Charles Gordon, YourOttawaRegion.com
Summer is the right time for a look at the good, the bad and, yes, the ugly in the Canadian arts.
First the good: Last week, during the Ottawa International Jazz Festival, a band of young musicians rehearsed in the theatre of Library and Archives Canada, as part of the TD Jazz Youth Summit. The 17 players, high school, university and college students, were brought together from across the country. Later, they would present two concerts on the festival’s main stage.
Three seasoned pros, all Canadians, worked with them as they struggled to learn a difficult composition, Transit, by Darcy James Argue. The band’s musical director, Jim Lewis, a Toronto trumpeter, composer and teacher, welcomed Argue, who is originally from Vancouver but now leads a New York-based band. One of his trumpet players, Ingrid Jensen, who is also originally from British Columbia, also pitched in, as well as playing fiery trumpet solos.

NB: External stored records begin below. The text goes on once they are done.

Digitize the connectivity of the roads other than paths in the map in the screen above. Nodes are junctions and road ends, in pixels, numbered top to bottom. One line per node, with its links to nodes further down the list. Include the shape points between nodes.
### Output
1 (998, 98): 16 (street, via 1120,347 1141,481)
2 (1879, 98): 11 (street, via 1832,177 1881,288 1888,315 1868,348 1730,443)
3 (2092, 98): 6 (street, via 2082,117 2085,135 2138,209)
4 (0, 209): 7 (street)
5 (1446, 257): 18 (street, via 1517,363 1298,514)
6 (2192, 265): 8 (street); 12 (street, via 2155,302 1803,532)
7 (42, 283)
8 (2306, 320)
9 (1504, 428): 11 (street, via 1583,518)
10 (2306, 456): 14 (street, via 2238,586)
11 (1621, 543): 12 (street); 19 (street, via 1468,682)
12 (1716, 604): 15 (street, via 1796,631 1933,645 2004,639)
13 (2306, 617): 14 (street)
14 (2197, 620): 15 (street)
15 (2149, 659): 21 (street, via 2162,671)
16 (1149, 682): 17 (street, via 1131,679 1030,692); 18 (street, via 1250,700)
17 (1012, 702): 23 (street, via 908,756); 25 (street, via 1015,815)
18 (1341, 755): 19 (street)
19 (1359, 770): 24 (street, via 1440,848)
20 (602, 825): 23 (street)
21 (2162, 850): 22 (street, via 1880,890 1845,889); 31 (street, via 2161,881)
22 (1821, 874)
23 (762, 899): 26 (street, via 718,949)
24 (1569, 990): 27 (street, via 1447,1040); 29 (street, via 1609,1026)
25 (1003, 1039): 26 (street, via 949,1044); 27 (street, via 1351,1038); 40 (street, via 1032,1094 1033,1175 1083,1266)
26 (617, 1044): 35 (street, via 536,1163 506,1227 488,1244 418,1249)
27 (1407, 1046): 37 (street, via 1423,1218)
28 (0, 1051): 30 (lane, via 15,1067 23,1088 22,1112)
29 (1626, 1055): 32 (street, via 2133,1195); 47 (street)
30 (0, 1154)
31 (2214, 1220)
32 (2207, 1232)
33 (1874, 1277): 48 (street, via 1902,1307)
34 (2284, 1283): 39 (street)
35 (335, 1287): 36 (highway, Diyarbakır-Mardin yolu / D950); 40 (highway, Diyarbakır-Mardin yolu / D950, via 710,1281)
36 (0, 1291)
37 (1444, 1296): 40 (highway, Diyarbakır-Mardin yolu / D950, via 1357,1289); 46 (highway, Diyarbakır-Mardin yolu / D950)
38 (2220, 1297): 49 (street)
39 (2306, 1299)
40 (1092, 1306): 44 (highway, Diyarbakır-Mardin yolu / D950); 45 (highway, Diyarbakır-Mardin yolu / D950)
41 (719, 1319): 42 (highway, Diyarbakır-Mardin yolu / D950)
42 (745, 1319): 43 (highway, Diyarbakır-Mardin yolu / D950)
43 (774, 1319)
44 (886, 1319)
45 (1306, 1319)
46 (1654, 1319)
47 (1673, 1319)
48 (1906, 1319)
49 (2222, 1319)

The guidance was in part technical but also general – it was about breathing, it was about not playing timidly, it was about projecting authority and it was enjoyed by both sides. “I’m very appreciative of you guys playing my music,” Argue told them.
By the end of the 90-minute rehearsal, the piece was sounding almost as professional as it would sound later that night, when Argue’s own band, the Secret Society, played it in Confederation Park.